Marcel Breuer

21st May 1902 – 1st July 1981

Photo of Marcel Breuer
Inspired by the strength and elegance of his bicycle handlebars, budding designer Marcel Breuer approached a local bike factory manager with an idea for developing and manufacturing furniture using tubular steel. The factory manager politely dismissed him. His reason? “It has never been done”.

Had that bicycle maker possessed a little more vision, he would be a major part of design history – and possibly a very wealthy man. Because today, tubular steel “Breuer chairs” have “been done” in almost every conceivable fashion, and are arguably one of the most popular and recognisable furniture designs on the planet.

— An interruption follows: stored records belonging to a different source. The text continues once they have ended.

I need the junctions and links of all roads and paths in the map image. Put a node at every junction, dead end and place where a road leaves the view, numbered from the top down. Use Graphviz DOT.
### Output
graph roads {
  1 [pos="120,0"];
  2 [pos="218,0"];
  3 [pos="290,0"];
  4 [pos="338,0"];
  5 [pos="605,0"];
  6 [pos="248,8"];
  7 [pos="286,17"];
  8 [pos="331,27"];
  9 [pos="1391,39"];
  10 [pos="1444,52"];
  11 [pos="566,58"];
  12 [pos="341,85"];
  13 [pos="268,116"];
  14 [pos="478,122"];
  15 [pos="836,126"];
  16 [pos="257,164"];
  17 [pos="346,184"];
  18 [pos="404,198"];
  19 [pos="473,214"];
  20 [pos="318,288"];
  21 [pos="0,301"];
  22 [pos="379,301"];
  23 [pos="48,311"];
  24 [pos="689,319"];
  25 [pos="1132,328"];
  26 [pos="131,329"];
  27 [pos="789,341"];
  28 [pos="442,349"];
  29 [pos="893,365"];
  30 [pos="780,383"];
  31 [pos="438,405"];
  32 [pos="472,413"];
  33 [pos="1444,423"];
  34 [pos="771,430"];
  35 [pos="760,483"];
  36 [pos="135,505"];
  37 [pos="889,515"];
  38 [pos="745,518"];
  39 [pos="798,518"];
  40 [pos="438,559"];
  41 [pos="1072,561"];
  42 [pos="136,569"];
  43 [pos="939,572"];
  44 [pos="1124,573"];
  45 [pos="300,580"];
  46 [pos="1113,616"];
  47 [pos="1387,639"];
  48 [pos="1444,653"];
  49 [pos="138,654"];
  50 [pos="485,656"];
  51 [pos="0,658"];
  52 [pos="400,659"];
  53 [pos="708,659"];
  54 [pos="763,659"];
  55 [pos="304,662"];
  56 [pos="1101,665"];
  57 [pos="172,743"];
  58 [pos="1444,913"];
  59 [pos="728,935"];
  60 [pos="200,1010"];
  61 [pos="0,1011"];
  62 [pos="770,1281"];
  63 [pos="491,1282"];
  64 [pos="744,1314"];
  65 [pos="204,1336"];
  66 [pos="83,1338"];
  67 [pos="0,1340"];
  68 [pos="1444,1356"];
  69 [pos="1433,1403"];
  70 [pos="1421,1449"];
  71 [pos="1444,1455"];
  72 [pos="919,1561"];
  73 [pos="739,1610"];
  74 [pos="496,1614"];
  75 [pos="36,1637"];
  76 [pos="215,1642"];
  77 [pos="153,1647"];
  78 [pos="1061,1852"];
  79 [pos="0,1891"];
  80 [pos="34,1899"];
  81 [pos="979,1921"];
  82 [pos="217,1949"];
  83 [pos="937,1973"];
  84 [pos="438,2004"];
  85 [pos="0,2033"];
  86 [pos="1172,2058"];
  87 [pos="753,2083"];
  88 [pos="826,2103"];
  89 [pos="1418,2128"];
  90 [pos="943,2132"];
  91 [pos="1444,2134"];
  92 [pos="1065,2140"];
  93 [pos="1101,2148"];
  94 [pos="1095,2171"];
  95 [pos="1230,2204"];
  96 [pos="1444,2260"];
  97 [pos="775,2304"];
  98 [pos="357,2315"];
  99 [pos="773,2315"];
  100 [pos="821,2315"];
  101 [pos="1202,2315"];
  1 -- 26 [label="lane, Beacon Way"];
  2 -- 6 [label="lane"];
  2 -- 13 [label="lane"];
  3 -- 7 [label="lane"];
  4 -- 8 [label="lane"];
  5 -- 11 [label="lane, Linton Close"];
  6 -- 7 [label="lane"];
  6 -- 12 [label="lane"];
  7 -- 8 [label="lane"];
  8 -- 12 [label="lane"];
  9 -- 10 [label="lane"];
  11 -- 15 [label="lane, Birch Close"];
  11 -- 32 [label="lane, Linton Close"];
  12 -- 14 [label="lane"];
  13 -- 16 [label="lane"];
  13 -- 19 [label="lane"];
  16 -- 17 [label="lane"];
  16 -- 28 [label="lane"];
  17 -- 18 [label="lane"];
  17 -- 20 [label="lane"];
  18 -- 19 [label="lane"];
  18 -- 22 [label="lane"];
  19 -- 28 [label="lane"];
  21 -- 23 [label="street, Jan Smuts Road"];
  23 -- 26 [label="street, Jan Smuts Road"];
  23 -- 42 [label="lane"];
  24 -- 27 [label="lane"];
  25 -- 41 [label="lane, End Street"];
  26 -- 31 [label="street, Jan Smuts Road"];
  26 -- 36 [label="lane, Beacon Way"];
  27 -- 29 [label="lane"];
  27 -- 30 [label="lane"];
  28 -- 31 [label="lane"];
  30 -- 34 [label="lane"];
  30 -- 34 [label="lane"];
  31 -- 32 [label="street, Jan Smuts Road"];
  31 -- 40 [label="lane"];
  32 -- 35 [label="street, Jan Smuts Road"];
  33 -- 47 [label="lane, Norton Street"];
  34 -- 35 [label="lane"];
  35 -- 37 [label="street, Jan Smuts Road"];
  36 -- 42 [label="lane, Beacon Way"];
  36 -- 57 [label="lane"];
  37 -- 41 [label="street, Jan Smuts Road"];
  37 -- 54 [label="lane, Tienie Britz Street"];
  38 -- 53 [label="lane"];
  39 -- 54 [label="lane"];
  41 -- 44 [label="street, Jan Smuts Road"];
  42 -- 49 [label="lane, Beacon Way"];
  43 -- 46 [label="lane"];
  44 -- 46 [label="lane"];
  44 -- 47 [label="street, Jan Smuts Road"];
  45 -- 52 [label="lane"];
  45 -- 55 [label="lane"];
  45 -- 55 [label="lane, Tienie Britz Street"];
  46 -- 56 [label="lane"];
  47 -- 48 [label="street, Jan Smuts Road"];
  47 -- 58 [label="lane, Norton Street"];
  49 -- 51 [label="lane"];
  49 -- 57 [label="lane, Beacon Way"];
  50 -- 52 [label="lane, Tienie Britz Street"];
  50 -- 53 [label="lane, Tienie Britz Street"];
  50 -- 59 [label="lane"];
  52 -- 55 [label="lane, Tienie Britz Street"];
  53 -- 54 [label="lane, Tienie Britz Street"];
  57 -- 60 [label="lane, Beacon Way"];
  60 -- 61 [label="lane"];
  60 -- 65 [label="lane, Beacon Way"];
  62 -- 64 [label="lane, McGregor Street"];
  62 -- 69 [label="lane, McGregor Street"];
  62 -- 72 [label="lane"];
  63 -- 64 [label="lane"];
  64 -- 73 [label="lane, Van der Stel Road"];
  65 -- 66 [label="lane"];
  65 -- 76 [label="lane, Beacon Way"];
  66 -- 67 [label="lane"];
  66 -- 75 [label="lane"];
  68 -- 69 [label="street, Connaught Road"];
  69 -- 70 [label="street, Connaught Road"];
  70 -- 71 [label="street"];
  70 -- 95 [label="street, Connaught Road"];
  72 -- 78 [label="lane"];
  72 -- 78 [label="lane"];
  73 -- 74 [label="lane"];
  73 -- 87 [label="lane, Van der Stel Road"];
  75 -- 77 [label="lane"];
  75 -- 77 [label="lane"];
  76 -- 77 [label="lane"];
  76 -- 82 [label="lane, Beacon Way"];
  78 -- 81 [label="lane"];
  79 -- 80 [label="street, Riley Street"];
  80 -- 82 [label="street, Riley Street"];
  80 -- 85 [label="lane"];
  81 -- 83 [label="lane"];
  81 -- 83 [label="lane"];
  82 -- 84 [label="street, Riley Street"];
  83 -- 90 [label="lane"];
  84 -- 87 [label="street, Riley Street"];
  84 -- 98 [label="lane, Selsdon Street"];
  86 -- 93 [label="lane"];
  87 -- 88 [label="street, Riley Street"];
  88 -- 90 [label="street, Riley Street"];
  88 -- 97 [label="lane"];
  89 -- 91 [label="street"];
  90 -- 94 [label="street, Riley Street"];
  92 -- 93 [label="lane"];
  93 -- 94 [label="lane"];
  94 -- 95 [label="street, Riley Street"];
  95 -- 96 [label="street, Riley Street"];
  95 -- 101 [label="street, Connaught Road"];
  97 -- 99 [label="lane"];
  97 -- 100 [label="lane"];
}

Breuer’s odyssey began at the Bauhaus, where he studied and later taught in the 1920s. There, “Lajko,” as he was known to his friends, learned from modern design mentors including Le Corbusier, Mies Van der Rohe and Walter Gropius. Working with these modernist pioneers inspired Breuer to combine art and technology in new ways.

The stunning result appeared in 1925, when Breuer realised his goal of designing the first bent tubular steel chair. The Wassily Chair – which despite some claims was not designed for the artist Wassily Kandinsky – became an instant sensation. More steel-based designs followed, including his famous Laccio tables, stools, cupboards and other pieces Breuer considered “essential designs for modern living”.

The cantilevered steel chair known simply today as the “Breuer Chair” first appeared in 1928 after years of development. Usually featuring a wood and cane seat and seatback, this simple yet iconic design adheres to the strict Bauhaus principle of two sets of structures, one carrying the load and one supporting the body. These chairs were so ahead of their time that they did not reach the peak of their popularity for almost a half-century, becoming modernist must-haves in the 1970s.

In later years, Breuer moved from Eastern Europe to London to New York, taught at Harvard, and eventually turned his focus toward architecture, designing landmark buildings including UNESCO headquarters in Paris, the at The Hague and the Whitney Museum.

He also applied the same principals used in his tubular steel pieces to plywood furniture, creating some elegant and functional new designs. All adhered to his personal philosophy, “Structure is not just a means to a solution. It is also a principle and a passion”. It is that principle and passion that has allowed Marcel Breuer’s designs to endure into the 21st century.